Our previous remake of this room -- aimed at making it more
inviting for everyday living -- had been so successful that the
well-used sofa was showing its age. The husband had invested
so much of his time here reading, napping,
sipping single malt, or listening to music that he now wanted
to put his stamp on the design. Instead of the current traditional
look he envisioned its opposite: a slick ultra-modern interior.
From a budget standpoint, it was decided that they would not
be starting totally from ground zero. They agreed to keep the
relatively new wall colour if they could, the recently purchased
drapery, their timeless lacquered buffet/bar, and a set of Chinese
wall panels. And so began the give and take that evolved into
the finished design.
As the largest pieces in the living room, we started with
the hunt for suitable sofas. A visit to a furniture showroom
that his definition of a modern sofa meant simple, linear, and
leather. She was fine with leather, as long as it was white.
They were easily able to settle on a low profile model with square
arms for him, and stitched details and bolsters for her. For
chairs, she deferred to his selection of frame, as long as she
got to pick the fabric, which he was okay with as long as it
wasn't patterned. The rich teal of the velvet she chose was pulled
from the iridescent blues and greens of shells collected on the
family's travels. Teal and black became the unifying accents
throughout the room.
Not so easily selected were the coffee table and the area
rug. The couple had such diametrically opposite views of what
an appropriate coffee table would be that a family member cast
the deciding vote between his favourite and hers. The textured
tone-on-tone rug was a compromise between a totally plain piece
and a patterned one.
At this point, in order to avoid more difficult purchasing
decisions, we turned to the couple's other belongings to search
for pieces to fill the holes in the decor. A large painting was
brought up from the basement to hang over the loveseat; its tones
of green, teal, and black just happened to fit perfectly with
our colour scheme.
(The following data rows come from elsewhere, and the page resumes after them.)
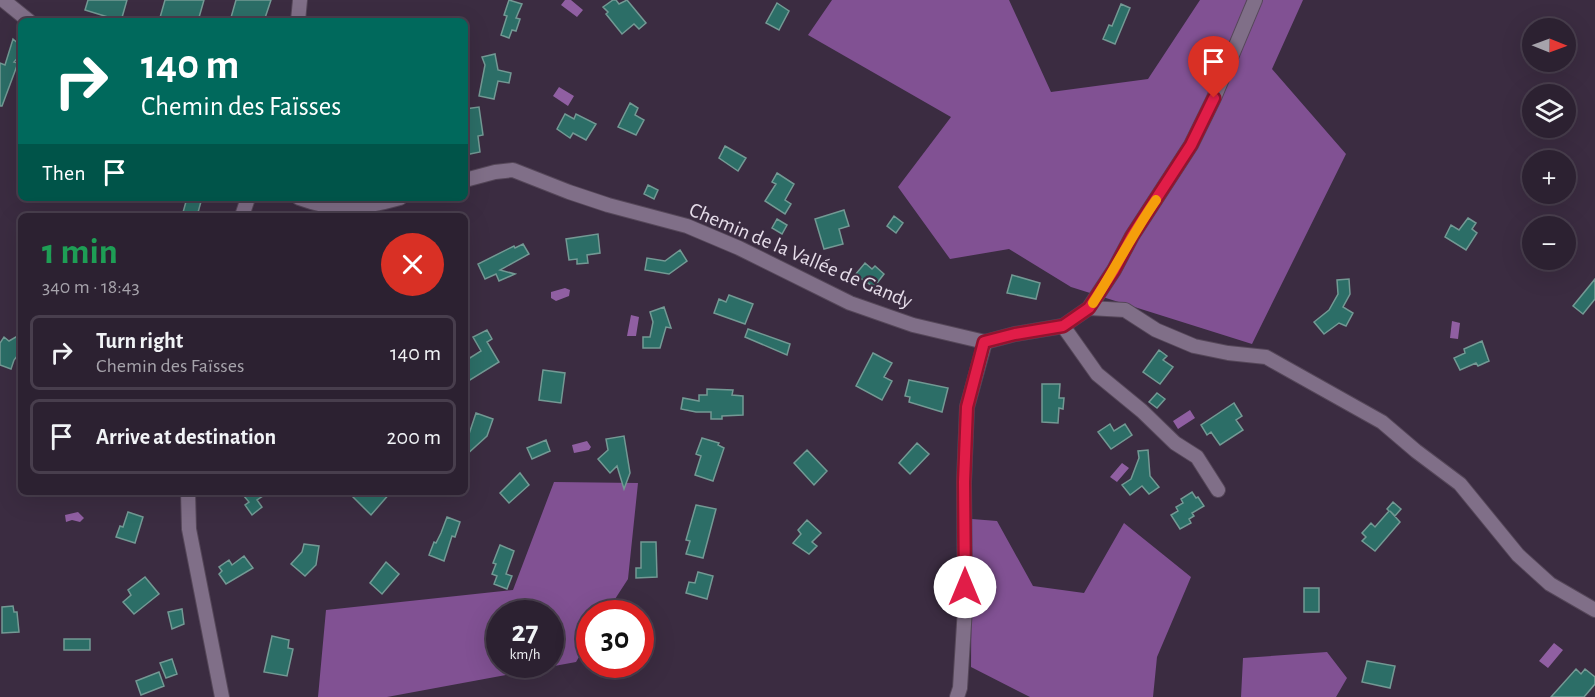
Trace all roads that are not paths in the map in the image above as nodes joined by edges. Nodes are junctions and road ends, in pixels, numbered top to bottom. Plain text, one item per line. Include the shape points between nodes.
1 (3, 0) edge
2 (300, 0) edge
3 (1256, 0) edge
4 (24, 18) edge
5 (298, 18) edge
6 (468, 179) edge
7 (308, 201) edge
8 (389, 201) edge
9 (1089, 308) junction
10 (1063, 326) junction
11 (984, 342) junction
12 (1218, 490) dead end
13 (188, 495) edge
14 (1595, 610) edge
15 (222, 697) edge
16 (957, 697) edge

1 - 4 street
2 - 5 street
3 - 9 street via 1191,145
6 - 11 street, Chemin de la Vallée de Gandy via 513,170 569,192 687,226 850,303 913,325
7 - 8 street via 339,209
9 - 10 street
9 - 14 street via 1125,310 1156,330 1194,346 1266,357 1382,422 1460,484 1518,555 1550,584
10 - 11 street
10 - 12 street via 1097,374 1175,443 1197,457
11 - 16 street via 967,407 965,608
13 - 15 street via 189,529

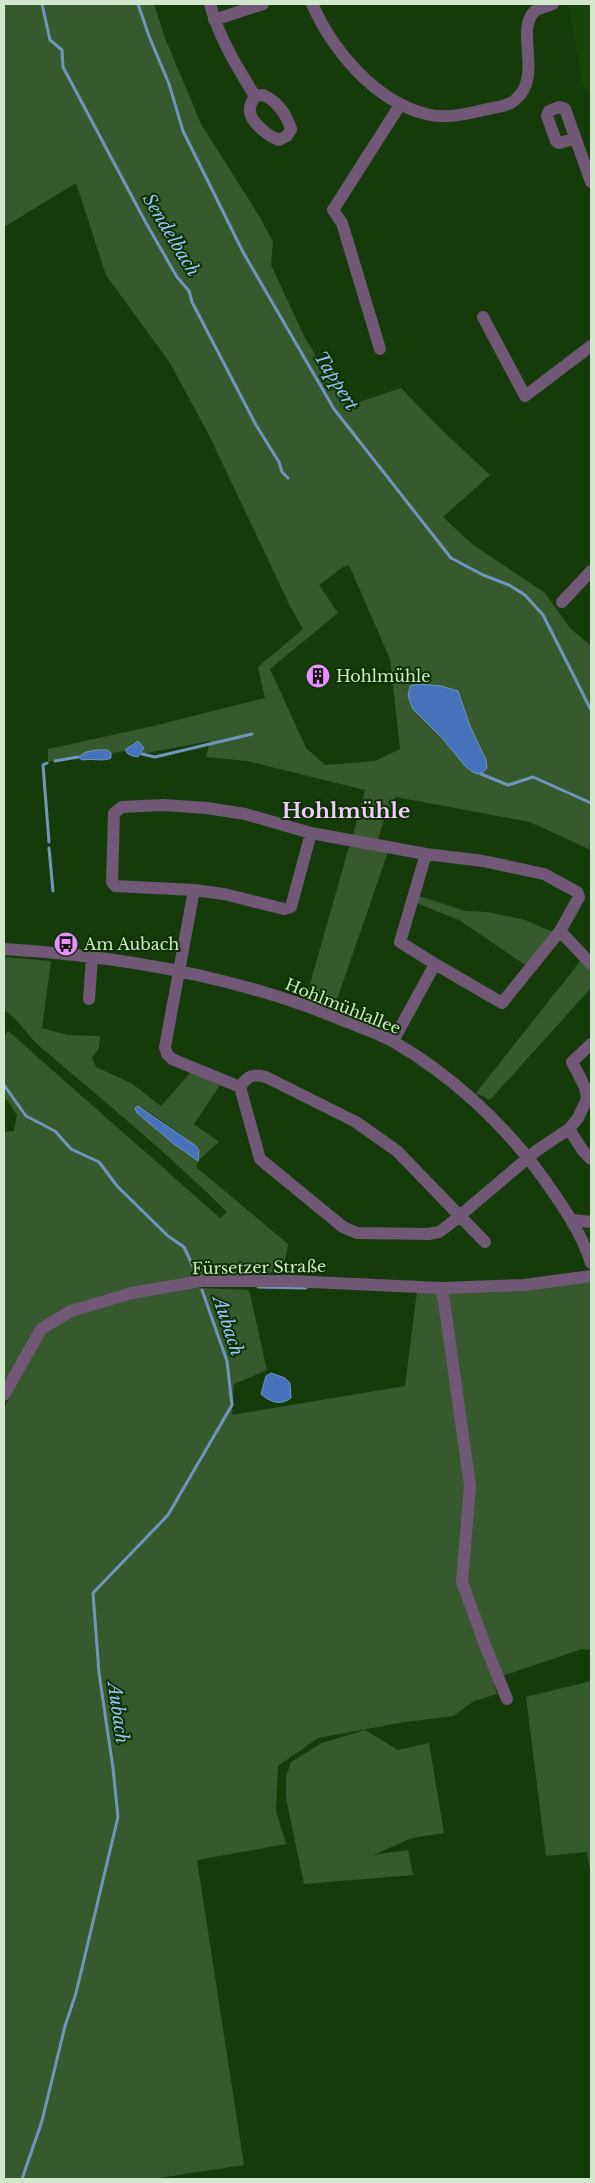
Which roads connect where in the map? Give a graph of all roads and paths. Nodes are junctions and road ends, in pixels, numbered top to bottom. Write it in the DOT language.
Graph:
graph roads {
  1 [pos="210,4"];
  2 [pos="263,4"];
  3 [pos="312,4"];
  4 [pos="553,4"];
  5 [pos="214,20"];
  6 [pos="255,96"];
  7 [pos="400,105"];
  8 [pos="574,139"];
  9 [pos="591,182"];
  10 [pos="482,317"];
  11 [pos="591,346"];
  12 [pos="380,349"];
  13 [pos="591,571"];
  14 [pos="562,602"];
  15 [pos="311,834"];
  16 [pos="426,854"];
  17 [pos="194,890"];
  18 [pos="560,931"];
  19 [pos="4,949"];
  20 [pos="92,957"];
  21 [pos="435,964"];
  22 [pos="591,964"];
  23 [pos="179,970"];
  24 [pos="89,998"];
  25 [pos="393,1041"];
  26 [pos="591,1044"];
  27 [pos="240,1087"];
  28 [pos="569,1129"];
  29 [pos="528,1158"];
  30 [pos="591,1160"];
  31 [pos="460,1216"];
  32 [pos="572,1220"];
  33 [pos="591,1222"];
  34 [pos="485,1242"];
  35 [pos="591,1260"];
  36 [pos="591,1276"];
  37 [pos="440,1288"];
  38 [pos="4,1395"];
  39 [pos="507,1699"];
  1 -- 5 [label="street"];
  2 -- 5 [label="street"];
  3 -- 7 [label="street"];
  4 -- 7 [label="street"];
  5 -- 6 [label="street"];
  7 -- 12 [label="street"];
  8 -- 9 [label="street"];
  10 -- 11 [label="street"];
  13 -- 14 [label="street"];
  15 -- 16 [label="street"];
  15 -- 17 [label="street"];
  15 -- 17 [label="street"];
  16 -- 18 [label="street"];
  16 -- 21 [label="street"];
  17 -- 23 [label="street"];
  18 -- 21 [label="street"];
  18 -- 22 [label="street"];
  19 -- 20 [label="street, Hohlmühlallee"];
  20 -- 23 [label="street, Hohlmühlallee"];
  20 -- 24 [label="street"];
  21 -- 25 [label="street"];
  23 -- 25 [label="street, Hohlmühlallee"];
  23 -- 27 [label="street"];
  25 -- 29 [label="street, Hohlmühlallee"];
  26 -- 28 [label="street"];
  27 -- 31 [label="street"];
  27 -- 31 [label="street"];
  28 -- 29 [label="street"];
  28 -- 30 [label="street"];
  29 -- 31 [label="street"];
  29 -- 32 [label="street, Hohlmühlallee"];
  31 -- 34 [label="street"];
  32 -- 33 [label="street"];
  32 -- 35 [label="street, Hohlmühlallee"];
  36 -- 37 [label="street, Fürsetzer Straße"];
  37 -- 38 [label="street, Fürsetzer Straße"];
  37 -- 39 [label="street"];
}
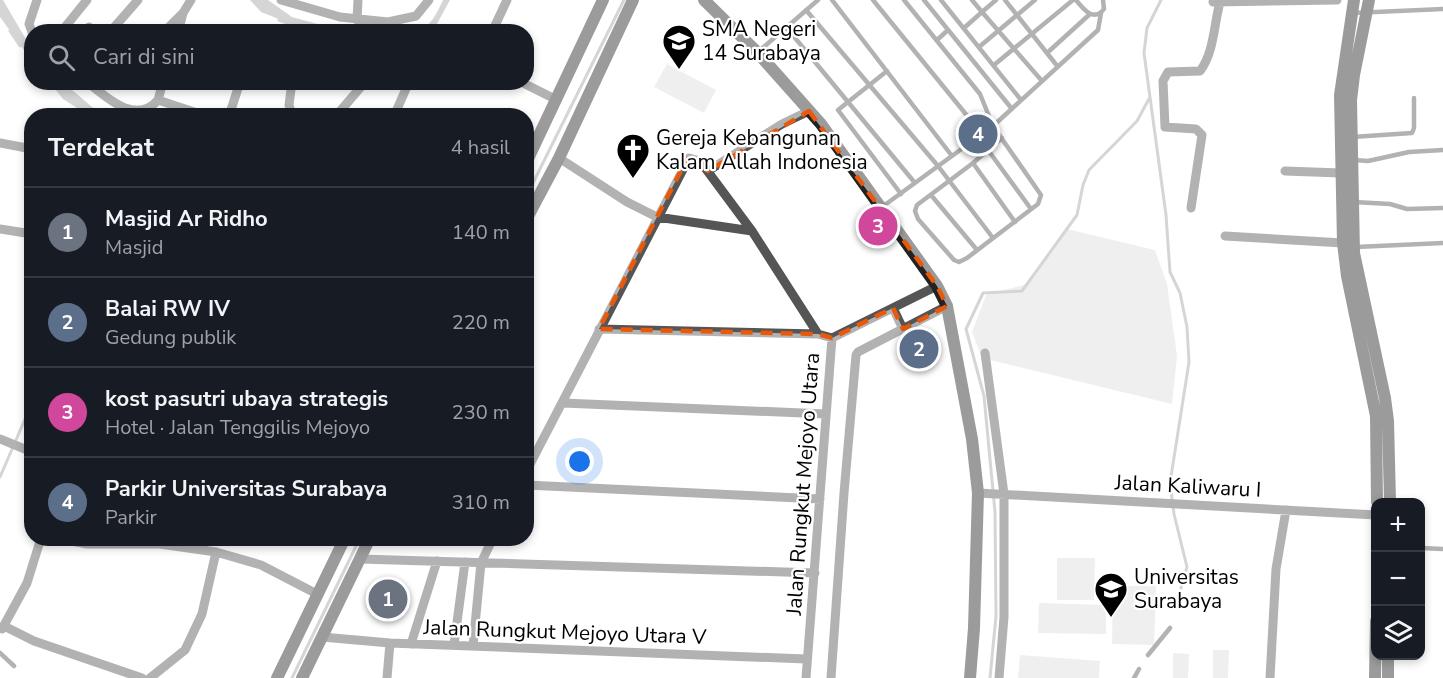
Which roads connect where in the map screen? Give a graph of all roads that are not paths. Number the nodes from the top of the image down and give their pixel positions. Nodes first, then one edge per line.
1 (38, 0) edge
2 (87, 0) edge
3 (138, 0) edge
4 (191, 0) edge
5 (281, 0) edge
6 (358, 0) edge
7 (429, 0) edge
8 (507, 0) edge
9 (603, 0) edge
10 (633, 0) edge
11 (704, 0) edge
12 (818, 0) edge
13 (832, 0) edge
14 (873, 0) edge
15 (904, 0) edge
16 (924, 0) edge
17 (941, 0) edge
18 (972, 0) edge
19 (996, 0) edge
20 (1005, 0) edge
21 (1035, 0) edge
22 (1075, 0) edge
23 (1103, 0) edge
24 (1338, 0) edge
25 (1353, 6) edge
26 (1368, 6) edge
27 (1443, 9) edge
28 (806, 10) junction
29 (982, 12) junction
30 (183, 13) junction
31 (1101, 13) junction
32 (1017, 14) junction
33 (1090, 14) junction
34 (357, 20) junction
35 (29, 24) edge
36 (68, 24) edge
37 (117, 24) edge
38 (172, 24) edge
39 (180, 24) edge
40 (496, 24) edge
41 (786, 27) junction
42 (964, 28) junction
43 (948, 30) junction
44 (999, 31) junction
45 (1032, 34) junction
46 (937, 40) junction
47 (979, 47) junction
48 (1014, 48) junction
49 (757, 52) junction
50 (1047, 53) junction
51 (993, 66) junction
52 (1058, 67) junction
53 (887, 71) junction
54 (1042, 81) junction
55 (869, 85) junction
56 (534, 88) edge
57 (97, 90) edge
58 (161, 90) edge
59 (237, 90) edge
60 (291, 90) edge
61 (358, 90) edge
62 (406, 90) edge
63 (1414, 98) dead end
64 (555, 99) junction
65 (158, 100) junction
66 (1021, 100) junction
67 (848, 102) junction
68 (123, 108) edge
69 (146, 108) edge
70 (182, 108) edge
71 (232, 108) edge
72 (290, 108) edge
73 (343, 108) edge
74 (400, 108) edge
75 (1012, 109) junction
76 (809, 111) junction
77 (993, 126) junction
78 (982, 134) junction
79 (1345, 137) junction
80 (1002, 138) junction
81 (0, 143) edge
82 (534, 145) edge
83 (24, 148) edge
84 (988, 150) junction
85 (1443, 150) edge
86 (952, 156) junction
87 (559, 158) junction
88 (1351, 160) junction
89 (973, 163) junction
90 (938, 166) junction
91 (708, 171) junction
92 (1285, 171) dead end
93 (1341, 173) junction
94 (949, 181) junction
95 (915, 183) junction
96 (901, 194) junction
97 (931, 195) junction
98 (1352, 202) junction
99 (534, 205) edge
100 (881, 208) junction
101 (1191, 208) dead end
102 (1443, 208) edge
103 (1031, 209) junction
104 (657, 217) junction
105 (1015, 222) junction
106 (0, 230) edge
107 (752, 231) junction
108 (24, 233) edge
109 (1225, 236) dead end
110 (993, 238) junction
111 (1443, 243) edge
112 (1348, 245) junction
113 (977, 250) junction
114 (937, 285) junction
115 (947, 306) junction
116 (892, 308) junction
117 (599, 329) junction
118 (903, 329) junction
119 (819, 334) junction
120 (832, 338) junction
121 (985, 353) dead end
122 (563, 403) junction
123 (826, 414) junction
124 (0, 439) edge
125 (24, 449) edge
126 (534, 456) edge
127 (534, 485) edge
128 (981, 493) junction
129 (1001, 494) junction
130 (1377, 498) edge
131 (1390, 498) edge
132 (820, 499) junction
133 (1286, 510) junction
134 (1371, 515) edge
135 (39, 546) edge
136 (174, 546) edge
137 (341, 546) edge
138 (366, 546) edge
139 (489, 546) edge
140 (1425, 548) edge
141 (1443, 549) edge
142 (216, 552) junction
143 (360, 559) junction
144 (437, 561) junction
145 (465, 562) junction
146 (481, 563) junction
147 (815, 573) junction
148 (317, 594) junction
149 (1170, 628) dead end
150 (2, 629) edge
151 (322, 637) junction
152 (390, 643) junction
153 (411, 644) junction
154 (454, 645) junction
155 (473, 646) junction
156 (0, 653) edge
157 (1148, 655) dead end
158 (806, 659) junction
159 (1375, 660) edge
160 (1388, 660) edge
161 (14, 666) dead end
162 (1139, 669) dead end
163 (142, 678) edge
164 (150, 678) edge
165 (277, 678) edge
166 (302, 678) edge
167 (387, 678) edge
168 (806, 678) edge
169 (831, 678) edge
170 (970, 678) edge
171 (999, 678) edge
172 (1134, 678) edge
173 (1270, 678) edge
174 (1375, 678) edge
175 (1388, 678) edge

1 - 35 street
2 - 36 street
3 - 37 street
4 - 30 street
5 - 34 street
6 - 34 street
7 - 34 street
8 - 40 street
9 - 64 street
10 - 87 street
11 - 49 street
12 - 28 lane
13 - 53 lane
14 - 78 lane
15 - 46 lane
16 - 43 lane
17 - 42 lane
18 - 29 lane
19 - 29 lane
20 - 32 lane
21 - 32 lane
22 - 33 lane
22 - 45 lane
23 - 31 lane
24 - 101 street
25 - 26 lane
25 - 79 street
26 - 27 lane
26 - 79 street
28 - 41 lane
28 - 55 lane
29 - 42 lane
29 - 44 lane
30 - 38 street
30 - 39 street
31 - 33 lane
31 - 52 lane
32 - 44 lane
32 - 45 lane
33 - 50 lane
41 - 49 lane
41 - 67 lane
42 - 47 lane
43 - 46 lane
43 - 75 lane
44 - 47 lane
44 - 48 lane
45 - 48 lane
45 - 50 lane
46 - 77 lane
47 - 51 lane
48 - 51 lane
48 - 54 lane
49 - 76 street
50 - 52 lane
51 - 66 lane
52 - 54 lane
53 - 55 lane
53 - 86 lane
54 - 66 lane
55 - 67 lane
55 - 90 lane
56 - 64 street
57 - 68 street
58 - 65 street
59 - 71 street
60 - 72 street
61 - 73 street
62 - 74 street
63 - 79 lane
64 - 82 street
65 - 69 street
65 - 70 street
66 - 75 lane
67 - 95 lane
67 - 96 lane
75 - 77 lane
76 - 91 street
76 - 100 street
77 - 78 lane
77 - 80 lane
78 - 86 lane
79 - 88 street
79 - 93 street
80 - 84 lane
80 - 103 lane
81 - 83 street
84 - 89 lane
84 - 103 lane
85 - 88 lane
86 - 90 lane
87 - 99 street
87 - 104 street
88 - 98 street
89 - 94 lane
89 - 105 lane
90 - 94 lane
90 - 95 lane
91 - 104 street
91 - 107 street
92 - 93 street
93 - 112 street
94 - 97 lane
94 - 110 lane
95 - 96 lane
96 - 100 lane
97 - 113 lane
97 - 113 lane
98 - 102 lane
98 - 112 street
100 - 114 street
103 - 105 lane
104 - 107 street
104 - 117 street
105 - 110 lane
106 - 108 street
107 - 119 street
109 - 112 street
110 - 113 lane
111 - 112 lane
112 - 130 street
112 - 131 street
114 - 115 street
114 - 116 street, Jalan Rungkut Mejoyo Utara
115 - 118 street, Jalan Rungkut Mejoyo Utara
115 - 128 street
116 - 118 street
116 - 120 street, Jalan Rungkut Mejoyo Utara
117 - 119 street
117 - 122 street
118 - 169 street, Jalan Rungkut Mejoyo Utara
119 - 120 street
120 - 123 street, Jalan Rungkut Mejoyo Utara
121 - 129 street
122 - 123 street
122 - 126 street
123 - 132 street, Jalan Rungkut Mejoyo Utara
124 - 125 street
127 - 132 street
128 - 129 street, Jalan Kaliwaru I
128 - 170 street
129 - 133 street, Jalan Kaliwaru I
129 - 171 street
132 - 147 street, Jalan Rungkut Mejoyo Utara
133 - 134 street, Jalan Kaliwaru I
133 - 173 street
135 - 150 street
136 - 142 street
137 - 148 street
138 - 143 street
139 - 146 street
140 - 141 lane
142 - 148 street
142 - 164 street
143 - 144 street
143 - 151 street
144 - 145 street
144 - 153 street
145 - 146 street
145 - 154 street
146 - 147 street
146 - 155 street
147 - 158 street, Jalan Rungkut Mejoyo Utara
148 - 165 street
149 - 157 lane
150 - 163 street
151 - 152 street, Jalan Rungkut Mejoyo Utara V
151 - 166 street
152 - 153 street, Jalan Rungkut Mejoyo Utara V
152 - 167 street
153 - 154 street, Jalan Rungkut Mejoyo Utara V
154 - 155 street, Jalan Rungkut Mejoyo Utara V
155 - 158 street, Jalan Rungkut Mejoyo Utara V
156 - 161 lane
158 - 168 street, Jalan Rungkut Mejoyo Utara
159 - 174 street
160 - 175 street
162 - 172 lane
So did the painting hanging above the fireplace,
which we opted to keep along with the accessories on the mantle.
A pair of carved Thai dancers was brought in from the master
bedroom and placed in the corner between the sofas until we could
find a suitable end table. Repainting their pedestals in black
made them fit so perfectly that they still remain, and the hunt
for an end table has been rendered unnecessary.
With the design theme having evolved into "contemporary
with Asian accents", she was able to bring back some Asian
pieces she loved: the rattan chair, elephant side table, and
woven storage chest. And a recent trip to China resulted in a
few more small Asian tchotchkes for display.